For your convenience, you can find below a table summarising this information.

protein name sequence residue num sequence context structure file structure residue num
MKK7 K149 IAVKQMR 2DYL.pdb K165
R162 ENKRILM 2DYL.pdb R178
K157 SGNKEEN 2DYL.pdb K173
Gadd45β E65 IDEEEEDD gadd45B_model.pdb E65
E66 IDEEEEDD gadd45B_model.pdb E66
E113 QGTTEARD gadd45B_model.pdb E113

###4. Down to business: modelling the Gadd45β-MKK7 complex using ClusPro Now we are ready to model the structure of the Gadd45β-MKK7 complex. The data we are going to use are:

  1. MKK7 PDB code: 2DYL
  2. The file containing the homology model for Gadd45β: gadd45B_model.pdb
  3. The restraints previously identified

a) Go to the ClusPro webpage (http://cluspro.bu.edu/home.php). Here, you may want to create an account by clicking "Sign up for an account". You will receive an email with your account details that you can use to sign in. b) We are not going to create an account. Therefore, click on "Use the server without the benefits of your own account". c) In the ClusPro input page that will appear, you have to

  • specify a Job Name
  • insert the MKK7 PDB code (2DYL) in the Receptor text box. Do we also need to specify the chain? Why?
  • upload gadd45B_model.pdb for the Ligand. Do we also need to also specify the chain? Why?
  • Then, use the Advanced Options to set the restraint.
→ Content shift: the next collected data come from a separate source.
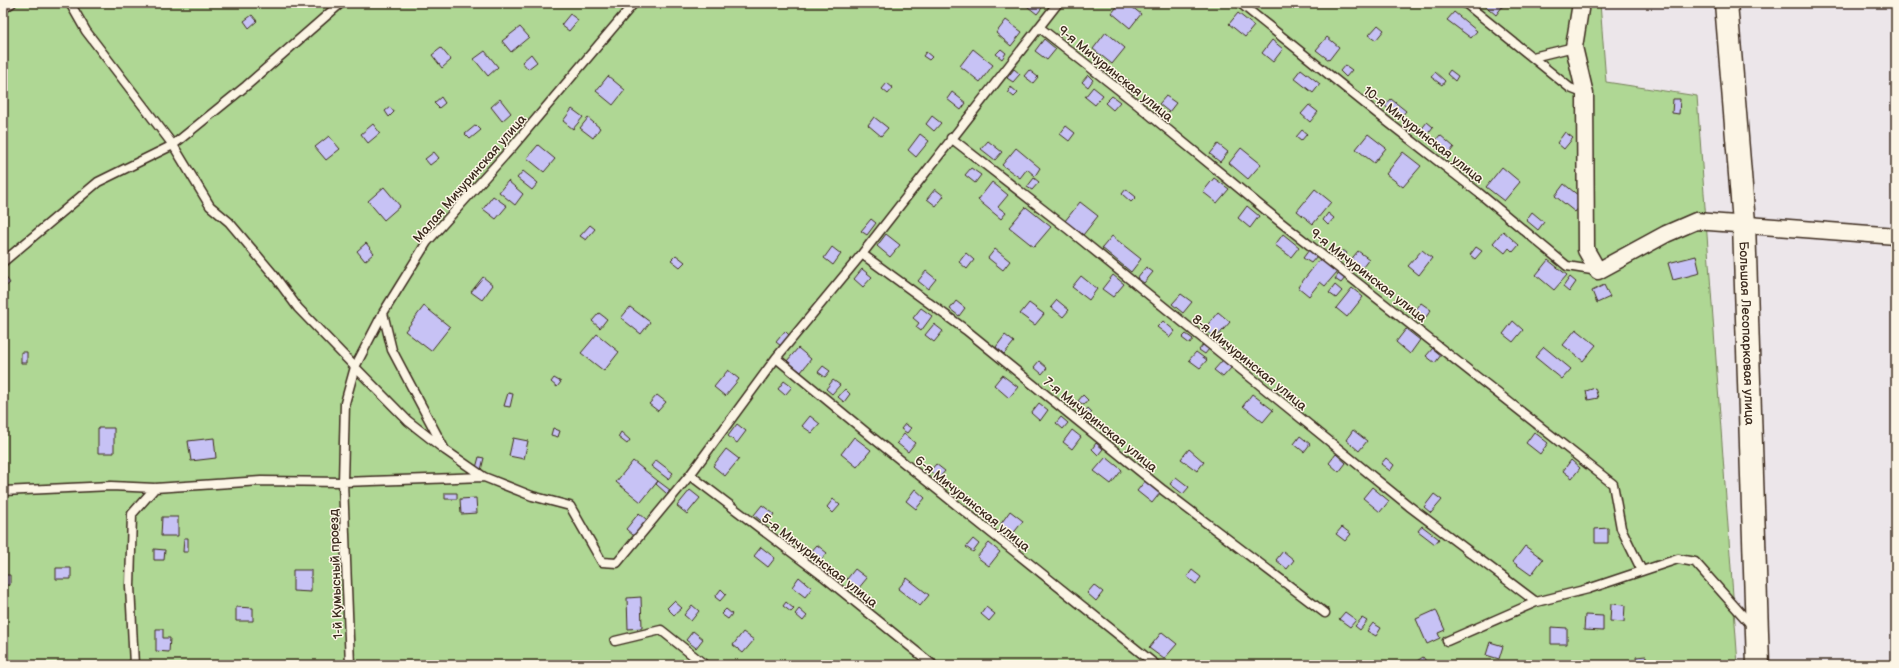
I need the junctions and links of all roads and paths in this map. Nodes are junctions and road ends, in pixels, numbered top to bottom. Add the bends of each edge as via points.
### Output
1 (12, 3) edge
2 (70, 3) edge
3 (341, 3) edge
4 (634, 3) edge
5 (1058, 3) edge
6 (1240, 3) edge
7 (1465, 3) edge
8 (1581, 3) edge
9 (1726, 3) edge
10 (3, 9) edge
11 (1039, 26) junction
12 (1574, 47) junction
13 (1533, 57) junction
14 (1585, 94) junction
15 (951, 138) junction
16 (173, 145) junction
17 (1744, 223) junction
18 (1896, 236) edge
19 (862, 254) junction
20 (3, 262) edge
21 (1598, 271) junction
22 (383, 313) junction
23 (776, 358) junction
24 (355, 367) junction
25 (446, 450) junction
26 (690, 476) junction
27 (484, 477) junction
28 (343, 482) junction
29 (155, 488) junction
30 (3, 491) edge
31 (1642, 571) junction
32 (1536, 602) junction
33 (1325, 614) dead end
34 (1757, 632) junction
35 (615, 641) dead end
36 (1447, 641) dead end
37 (134, 665) edge
38 (350, 665) edge
39 (705, 665) edge
40 (933, 665) edge
41 (1156, 665) edge
42 (1758, 665) edge

1 - 10 lane
2 - 16 lane via 86,31
3 - 16 lane via 246,86
4 - 22 lane, Малая Мичуринская улица via 514,145 427,242
5 - 11 lane
6 - 21 lane, 10-я Мичуринская улица via 1567,266
7 - 13 lane
8 - 12 street
9 - 17 main road, Большая Лесопарковая улица
11 - 15 lane
11 - 31 lane, 9-я Мичуринская улица via 1279,221 1613,484 1621,528
12 - 13 lane
12 - 14 street
13 - 14 lane via 1570,88
14 - 21 street via 1586,250
15 - 19 lane
15 - 32 lane, 8-я Мичуринская улица via 1068,228 1409,506
16 - 20 lane via 98,182
16 - 24 lane via 210,206 229,222 298,308
17 - 18 street
17 - 21 street via 1696,221 1666,234
17 - 34 main road, Большая Лесопарковая улица
19 - 23 lane
19 - 33 lane, 7-я Мичуринская улица via 966,330 1163,490
22 - 24 lane, Малая Мичуринская улица
22 - 25 lane via 392,350
23 - 26 lane
23 - 41 lane, 6-я Мичуринская улица
24 - 25 lane via 408,421
24 - 28 lane, Малая Мичуринская улица via 345,403
25 - 27 lane
26 - 27 lane via 617,563 602,562 570,506 532,496
26 - 40 lane, 5-я Мичуринская улица via 823,576
27 - 28 lane
28 - 29 lane via 261,481
28 - 38 lane, 1-й Кумысный проезд
29 - 30 lane via 112,486
29 - 37 lane via 132,514 130,586
31 - 32 lane via 1588,589
31 - 34 lane via 1678,559 1695,562
32 - 36 lane
34 - 42 main road, Большая Лесопарковая улица
35 - 39 lane via 661,630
By clicking on the Advanced Options, you will notice that several options appears. Spend a few minutes inspecting the other options and try to understand what they do. In particular, what can you do with the "Attraction and Repulsion" and "Restraints" options? How could we use this options in our case?

####Attraction and Repulsion We want to run a first job (I suggest "mkk7-gadd45b-attr-rep" or something similar for the job name) where we specify that the MKK7 Lys149 (2DYL: K165), R162 (2DYL: R178) and Lys157 (2DYL: K173) have attractive properties toward Gadd45β Glu65 (gadd45B_model.pdb: E65), Glu66 (gadd45B_model.pdb: E66), and Glu113 (gadd45B_model.pdb: E113), respectively. This can be done by specifying "a-165 a-178 a-173" in the "Attraction" text box for the Receptor and "a-65 a-66 a-113" in the "Attraction" text box for the Ligand. You can now run it. Notice that it may take hours to get your results.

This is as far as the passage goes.